The section that is commented out is ideally what I am after (which would mean removing the line of code directly above what is commented), but I get the following error:

'DataFrame' object has no attribute 'map'` error.

Is there a way/better way to achieve what I am attempting?

import pandas as pd

cols = ['Spend', 'Sales']
stuff=[[3, 2],[5, 6]]
df = pd.DataFrame(stuff, columns = cols)


df.loc[:, 'Spend'] ='$'+ df['Spend'].map('{:,.0f}'.format)

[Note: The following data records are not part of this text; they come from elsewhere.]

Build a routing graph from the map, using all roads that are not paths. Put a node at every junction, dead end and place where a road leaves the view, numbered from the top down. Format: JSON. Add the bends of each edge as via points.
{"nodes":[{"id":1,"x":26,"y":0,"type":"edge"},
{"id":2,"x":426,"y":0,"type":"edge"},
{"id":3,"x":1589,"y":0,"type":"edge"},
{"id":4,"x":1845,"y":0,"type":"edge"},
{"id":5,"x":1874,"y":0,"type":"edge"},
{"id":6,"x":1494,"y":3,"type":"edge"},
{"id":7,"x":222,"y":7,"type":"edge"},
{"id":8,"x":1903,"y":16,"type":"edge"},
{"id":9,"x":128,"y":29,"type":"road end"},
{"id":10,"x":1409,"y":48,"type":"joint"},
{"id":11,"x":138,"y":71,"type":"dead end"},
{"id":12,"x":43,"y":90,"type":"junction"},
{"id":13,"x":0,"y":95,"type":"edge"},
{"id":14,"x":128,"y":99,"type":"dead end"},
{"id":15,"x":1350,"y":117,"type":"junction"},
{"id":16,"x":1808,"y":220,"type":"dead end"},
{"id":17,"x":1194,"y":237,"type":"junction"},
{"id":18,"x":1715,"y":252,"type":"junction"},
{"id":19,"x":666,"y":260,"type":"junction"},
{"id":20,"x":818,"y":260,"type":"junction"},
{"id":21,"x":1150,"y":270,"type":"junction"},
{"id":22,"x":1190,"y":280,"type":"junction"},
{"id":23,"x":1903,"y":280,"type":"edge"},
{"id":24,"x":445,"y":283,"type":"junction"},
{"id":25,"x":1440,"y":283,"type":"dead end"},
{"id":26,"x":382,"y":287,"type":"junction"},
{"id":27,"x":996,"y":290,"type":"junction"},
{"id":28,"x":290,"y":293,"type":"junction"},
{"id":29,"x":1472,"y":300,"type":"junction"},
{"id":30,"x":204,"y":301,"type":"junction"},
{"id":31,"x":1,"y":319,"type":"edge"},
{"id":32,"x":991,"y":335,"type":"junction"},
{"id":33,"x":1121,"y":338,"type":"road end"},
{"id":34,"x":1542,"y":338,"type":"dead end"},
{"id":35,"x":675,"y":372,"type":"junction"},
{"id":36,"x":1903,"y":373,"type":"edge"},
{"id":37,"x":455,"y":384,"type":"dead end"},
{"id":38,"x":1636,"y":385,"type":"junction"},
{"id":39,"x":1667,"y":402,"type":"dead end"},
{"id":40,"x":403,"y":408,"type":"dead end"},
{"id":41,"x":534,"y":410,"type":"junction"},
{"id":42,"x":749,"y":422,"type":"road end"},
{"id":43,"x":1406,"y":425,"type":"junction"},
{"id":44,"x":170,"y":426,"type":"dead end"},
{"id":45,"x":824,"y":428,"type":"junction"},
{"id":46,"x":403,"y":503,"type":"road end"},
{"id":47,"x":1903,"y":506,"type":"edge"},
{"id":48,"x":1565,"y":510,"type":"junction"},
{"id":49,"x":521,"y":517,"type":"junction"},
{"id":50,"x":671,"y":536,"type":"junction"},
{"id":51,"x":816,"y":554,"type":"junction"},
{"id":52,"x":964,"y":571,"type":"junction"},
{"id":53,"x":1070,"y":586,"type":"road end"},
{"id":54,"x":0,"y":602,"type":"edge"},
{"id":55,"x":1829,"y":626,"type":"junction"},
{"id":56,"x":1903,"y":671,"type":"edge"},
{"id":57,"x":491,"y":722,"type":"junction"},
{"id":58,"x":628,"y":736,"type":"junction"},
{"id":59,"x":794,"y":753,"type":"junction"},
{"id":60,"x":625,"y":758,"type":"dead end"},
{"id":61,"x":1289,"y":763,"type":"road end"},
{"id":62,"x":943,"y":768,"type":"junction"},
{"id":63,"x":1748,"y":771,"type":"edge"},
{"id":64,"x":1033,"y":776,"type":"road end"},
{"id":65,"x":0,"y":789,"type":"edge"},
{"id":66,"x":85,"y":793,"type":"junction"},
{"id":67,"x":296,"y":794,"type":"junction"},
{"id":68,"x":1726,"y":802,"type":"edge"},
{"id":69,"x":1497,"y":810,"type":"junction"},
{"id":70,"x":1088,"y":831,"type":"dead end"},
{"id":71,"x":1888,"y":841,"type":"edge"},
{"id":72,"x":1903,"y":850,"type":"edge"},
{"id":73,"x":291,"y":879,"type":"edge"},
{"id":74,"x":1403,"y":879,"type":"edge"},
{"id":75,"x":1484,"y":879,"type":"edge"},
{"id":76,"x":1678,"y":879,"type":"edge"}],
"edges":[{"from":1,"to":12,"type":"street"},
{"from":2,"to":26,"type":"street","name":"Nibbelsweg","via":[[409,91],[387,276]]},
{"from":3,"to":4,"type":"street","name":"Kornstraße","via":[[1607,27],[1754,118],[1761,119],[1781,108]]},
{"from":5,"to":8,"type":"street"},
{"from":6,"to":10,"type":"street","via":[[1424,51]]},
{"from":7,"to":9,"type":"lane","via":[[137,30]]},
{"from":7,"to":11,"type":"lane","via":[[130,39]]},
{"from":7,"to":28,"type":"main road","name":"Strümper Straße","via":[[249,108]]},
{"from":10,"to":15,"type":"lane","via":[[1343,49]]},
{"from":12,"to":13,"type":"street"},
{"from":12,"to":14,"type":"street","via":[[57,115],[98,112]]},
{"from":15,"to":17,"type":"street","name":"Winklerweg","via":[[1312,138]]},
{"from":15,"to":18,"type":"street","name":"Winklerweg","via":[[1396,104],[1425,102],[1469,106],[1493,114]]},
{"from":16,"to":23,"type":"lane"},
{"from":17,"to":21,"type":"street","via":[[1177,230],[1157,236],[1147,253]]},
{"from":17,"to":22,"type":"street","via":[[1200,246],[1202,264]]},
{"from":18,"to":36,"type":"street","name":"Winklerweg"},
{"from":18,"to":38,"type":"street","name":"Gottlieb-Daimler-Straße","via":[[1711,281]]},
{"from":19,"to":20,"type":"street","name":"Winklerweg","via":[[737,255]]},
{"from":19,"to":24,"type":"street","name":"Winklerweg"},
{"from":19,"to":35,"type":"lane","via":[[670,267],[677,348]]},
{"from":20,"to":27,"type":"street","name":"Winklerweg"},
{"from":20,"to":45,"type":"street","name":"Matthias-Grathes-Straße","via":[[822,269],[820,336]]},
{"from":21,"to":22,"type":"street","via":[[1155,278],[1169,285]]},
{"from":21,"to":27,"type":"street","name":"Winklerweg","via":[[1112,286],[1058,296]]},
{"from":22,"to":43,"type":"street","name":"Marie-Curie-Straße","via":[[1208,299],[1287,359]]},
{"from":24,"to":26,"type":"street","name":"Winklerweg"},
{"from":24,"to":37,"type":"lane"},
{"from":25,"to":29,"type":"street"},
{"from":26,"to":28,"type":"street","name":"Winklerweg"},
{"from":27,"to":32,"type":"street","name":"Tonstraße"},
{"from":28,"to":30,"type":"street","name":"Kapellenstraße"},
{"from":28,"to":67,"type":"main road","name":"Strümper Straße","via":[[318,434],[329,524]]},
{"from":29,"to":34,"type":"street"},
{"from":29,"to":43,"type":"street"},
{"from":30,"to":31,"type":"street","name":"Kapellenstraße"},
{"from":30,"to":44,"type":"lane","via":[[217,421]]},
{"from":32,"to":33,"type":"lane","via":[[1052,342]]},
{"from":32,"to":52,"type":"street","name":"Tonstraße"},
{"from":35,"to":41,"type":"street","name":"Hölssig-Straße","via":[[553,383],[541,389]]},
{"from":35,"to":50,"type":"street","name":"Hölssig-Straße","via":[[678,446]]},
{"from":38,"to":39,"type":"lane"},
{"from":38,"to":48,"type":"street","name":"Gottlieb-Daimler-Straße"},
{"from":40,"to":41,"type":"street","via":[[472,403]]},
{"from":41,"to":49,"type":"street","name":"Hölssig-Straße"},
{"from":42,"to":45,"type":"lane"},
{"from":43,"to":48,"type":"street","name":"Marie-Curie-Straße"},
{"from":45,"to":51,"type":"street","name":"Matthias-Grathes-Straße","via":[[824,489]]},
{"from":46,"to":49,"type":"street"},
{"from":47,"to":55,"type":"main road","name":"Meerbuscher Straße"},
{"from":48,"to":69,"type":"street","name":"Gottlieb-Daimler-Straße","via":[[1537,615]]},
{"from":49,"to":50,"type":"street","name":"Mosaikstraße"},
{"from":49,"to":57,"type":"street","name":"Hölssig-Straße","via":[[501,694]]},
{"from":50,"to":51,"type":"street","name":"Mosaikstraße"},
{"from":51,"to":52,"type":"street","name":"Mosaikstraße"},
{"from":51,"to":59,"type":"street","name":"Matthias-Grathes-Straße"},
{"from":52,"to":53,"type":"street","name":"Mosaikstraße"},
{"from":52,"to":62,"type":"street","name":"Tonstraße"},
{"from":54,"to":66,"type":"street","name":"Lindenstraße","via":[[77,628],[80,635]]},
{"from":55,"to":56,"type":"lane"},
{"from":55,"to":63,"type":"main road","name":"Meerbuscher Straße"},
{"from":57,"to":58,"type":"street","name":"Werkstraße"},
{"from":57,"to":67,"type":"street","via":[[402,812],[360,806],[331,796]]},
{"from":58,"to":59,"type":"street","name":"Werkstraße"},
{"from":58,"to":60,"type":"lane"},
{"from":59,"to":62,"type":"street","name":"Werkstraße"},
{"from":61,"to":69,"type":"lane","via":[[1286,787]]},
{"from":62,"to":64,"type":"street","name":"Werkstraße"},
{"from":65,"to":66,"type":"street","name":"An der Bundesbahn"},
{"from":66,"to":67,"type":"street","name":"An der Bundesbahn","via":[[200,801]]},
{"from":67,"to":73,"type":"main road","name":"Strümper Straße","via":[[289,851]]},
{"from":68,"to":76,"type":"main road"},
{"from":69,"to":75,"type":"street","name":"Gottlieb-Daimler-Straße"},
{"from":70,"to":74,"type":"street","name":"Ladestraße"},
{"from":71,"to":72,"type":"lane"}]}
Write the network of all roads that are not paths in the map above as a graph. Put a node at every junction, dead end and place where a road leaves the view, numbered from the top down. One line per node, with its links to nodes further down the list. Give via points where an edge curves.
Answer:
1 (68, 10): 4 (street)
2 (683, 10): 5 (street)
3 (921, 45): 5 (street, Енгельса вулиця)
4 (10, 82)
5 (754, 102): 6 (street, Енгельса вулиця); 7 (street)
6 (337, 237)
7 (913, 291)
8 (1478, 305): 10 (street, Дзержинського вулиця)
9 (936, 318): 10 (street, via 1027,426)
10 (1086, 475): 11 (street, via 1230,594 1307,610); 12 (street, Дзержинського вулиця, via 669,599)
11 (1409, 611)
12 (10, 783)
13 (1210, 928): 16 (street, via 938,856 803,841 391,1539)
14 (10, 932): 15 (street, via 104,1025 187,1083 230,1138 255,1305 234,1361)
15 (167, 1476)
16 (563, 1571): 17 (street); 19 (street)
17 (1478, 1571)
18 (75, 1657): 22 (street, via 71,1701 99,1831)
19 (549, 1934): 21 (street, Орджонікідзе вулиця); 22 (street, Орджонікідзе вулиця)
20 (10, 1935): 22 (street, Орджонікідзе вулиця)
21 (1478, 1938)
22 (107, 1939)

# list1=['Spend', 'Sales']
# df.loc[:, list1] ='$'+ df[list1].map('{:,.0f}'.format)

print(df)
ah2Bwise
  • 82
  • 2
  • 17

3 Answers3

4

Your code almost gets there, you just need to call map inside a call to apply (which will do it for each column):

list1 = ['Spend', 'Sales']
df.loc[:, list1] = '$'+ df[list1].apply(lambda col: col.map('{:,.0f}'.format))

Output:

>>> df
  Spend Sales
0    $3    $2
1    $5    $6
  • Just curious, is there a method to do this with vecotrization? – ah2Bwise Mar 25 '22 at 21:56
  • No. However, if you're thinking that `apply` is slow (as they always say), you're right that it is, **but**, since it's being used for each *column* rather than each *row*, it's not really a concern here. Using `apply` for each column is generally considered fine. –  Mar 25 '22 at 21:59
  • @anarchocaps `apply` on `axis=0` is actually very fast. For a DataFrame of shape `(200000, 2)`, it's the fastest option given here; it's ~7% faster than @@bertwassink's answer and ~15% faster than my answer –  Mar 25 '22 at 22:08
  • 1
    Or use a list comprehension. There is no vectorization per se for strings (maybe with arrow strings), so list comprehension should be fast enough – sammywemmy Mar 26 '22 at 00:27
2

Are you looking for something along the lines of:

df[list1] =['$']*2 + df[list1].astype(str)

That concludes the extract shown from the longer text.